I’ll begin with a non-traditional epigraph borrowed from Planes, Trains & Automobiles.

Neil: I have a Nieman Marcus card, in case you want to get a nice gift for someone. How about you?

Del: Chalmers’ Big and Tall. It’s a 7-outlet chain in the Pacific northwest. Great stuff. Unfortunately, it does us no good here.

Several years ago I read The Irresistible Revolution by Shaine Claiborne—great stuff, by the way. Since I couldn’t see myself moving to a distressed urban center to form an “intentional community,” I struggled to find the personal application.

Some time later, I read Deitrich Bonhoeffer’s classic The Cost of Discipleship. Again, I found myself rather frustrated. Perhaps if I lived at the time of Hitler, I’d have a real evil to fight against, I thought. [quick historical background: Bonhoeffer was a part of a failed attempt to assassinate Hitler.]

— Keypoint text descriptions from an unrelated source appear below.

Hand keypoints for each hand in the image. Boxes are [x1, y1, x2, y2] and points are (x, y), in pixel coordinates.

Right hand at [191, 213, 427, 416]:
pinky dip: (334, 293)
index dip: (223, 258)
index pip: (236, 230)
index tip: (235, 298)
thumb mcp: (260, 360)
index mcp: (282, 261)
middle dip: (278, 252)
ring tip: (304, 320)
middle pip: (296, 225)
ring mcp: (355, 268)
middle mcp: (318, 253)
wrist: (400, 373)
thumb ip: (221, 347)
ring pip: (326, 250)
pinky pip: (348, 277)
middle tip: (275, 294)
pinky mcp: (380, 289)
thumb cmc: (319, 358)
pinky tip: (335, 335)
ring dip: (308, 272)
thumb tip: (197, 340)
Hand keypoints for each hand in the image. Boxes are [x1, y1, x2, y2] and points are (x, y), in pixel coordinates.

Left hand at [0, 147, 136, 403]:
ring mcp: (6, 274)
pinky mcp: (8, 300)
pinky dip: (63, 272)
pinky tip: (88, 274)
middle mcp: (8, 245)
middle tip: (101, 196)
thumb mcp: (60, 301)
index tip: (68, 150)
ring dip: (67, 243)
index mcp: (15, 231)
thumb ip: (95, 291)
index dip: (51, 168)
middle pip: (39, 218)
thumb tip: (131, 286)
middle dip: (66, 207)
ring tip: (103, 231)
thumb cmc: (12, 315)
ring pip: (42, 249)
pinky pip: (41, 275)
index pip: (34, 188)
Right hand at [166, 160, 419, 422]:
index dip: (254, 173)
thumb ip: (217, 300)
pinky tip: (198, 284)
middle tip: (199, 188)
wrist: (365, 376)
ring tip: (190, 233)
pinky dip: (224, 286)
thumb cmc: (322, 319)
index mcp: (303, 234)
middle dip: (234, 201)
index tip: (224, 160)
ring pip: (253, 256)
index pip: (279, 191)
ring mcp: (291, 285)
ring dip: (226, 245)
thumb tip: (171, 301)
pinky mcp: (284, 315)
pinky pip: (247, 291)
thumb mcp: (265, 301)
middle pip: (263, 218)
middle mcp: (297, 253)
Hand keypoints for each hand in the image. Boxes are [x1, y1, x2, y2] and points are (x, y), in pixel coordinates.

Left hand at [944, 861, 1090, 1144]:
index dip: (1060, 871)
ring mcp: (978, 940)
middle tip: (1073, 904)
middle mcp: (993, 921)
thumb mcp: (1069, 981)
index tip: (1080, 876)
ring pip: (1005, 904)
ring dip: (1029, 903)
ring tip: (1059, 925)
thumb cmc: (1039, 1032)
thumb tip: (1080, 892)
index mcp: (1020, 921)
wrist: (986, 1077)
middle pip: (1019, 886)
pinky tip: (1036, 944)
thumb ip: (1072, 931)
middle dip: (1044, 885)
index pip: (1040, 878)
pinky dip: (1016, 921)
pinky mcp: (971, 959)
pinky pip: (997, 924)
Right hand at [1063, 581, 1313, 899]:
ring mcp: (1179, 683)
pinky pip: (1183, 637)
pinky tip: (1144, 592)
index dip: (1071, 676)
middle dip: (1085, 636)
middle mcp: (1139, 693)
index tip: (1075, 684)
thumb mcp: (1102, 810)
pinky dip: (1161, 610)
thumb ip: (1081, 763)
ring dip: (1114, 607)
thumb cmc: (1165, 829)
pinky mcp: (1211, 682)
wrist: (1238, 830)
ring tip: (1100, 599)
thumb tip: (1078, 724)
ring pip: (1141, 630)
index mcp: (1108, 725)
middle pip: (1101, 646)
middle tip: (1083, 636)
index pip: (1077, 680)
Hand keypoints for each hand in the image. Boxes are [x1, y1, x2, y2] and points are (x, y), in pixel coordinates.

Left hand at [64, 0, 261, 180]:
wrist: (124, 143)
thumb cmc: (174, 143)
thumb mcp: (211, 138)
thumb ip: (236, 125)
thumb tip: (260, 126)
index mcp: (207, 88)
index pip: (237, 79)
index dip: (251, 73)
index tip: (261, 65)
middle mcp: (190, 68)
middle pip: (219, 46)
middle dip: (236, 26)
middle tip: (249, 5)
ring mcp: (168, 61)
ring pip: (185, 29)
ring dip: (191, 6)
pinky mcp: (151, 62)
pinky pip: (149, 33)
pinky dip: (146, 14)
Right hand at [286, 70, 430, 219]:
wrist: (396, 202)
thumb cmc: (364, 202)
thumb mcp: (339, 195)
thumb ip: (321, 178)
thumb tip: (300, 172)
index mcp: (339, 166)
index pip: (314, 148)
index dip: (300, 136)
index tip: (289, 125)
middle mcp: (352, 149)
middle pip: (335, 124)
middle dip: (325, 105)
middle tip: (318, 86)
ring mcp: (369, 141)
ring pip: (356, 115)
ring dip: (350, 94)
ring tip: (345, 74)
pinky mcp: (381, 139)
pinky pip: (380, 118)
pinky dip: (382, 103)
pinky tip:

Where was my for such a time as this moment? Put in contemporary terms: Where’s my Oprah moment?

In recent days I’ve become fascinated by Monasticism, mostly via Thomas Merton (a Christian mystic and Trappist monk). Perhaps given my daily rituals of dropping kids off for school, making frequent trips to Chick-Fil-A and Starbucks between cello and dance practices, I’ve sensed a call to withdraw—not to drop out of life, but a call towards a different sort of life and way of thinking.

When reading Merton or the Desert Fathers, there’s a temptation to say that’s all well and good. Unfortunately, it does us no good here.

This blog is about what monasticism might mean here—in our present context.

How might the ancient text of the Bible inform the way we are to live, and how could the examples of the real monastics—with their lives of quiet work and contemplation—guide our own sense of community, calling and vocation.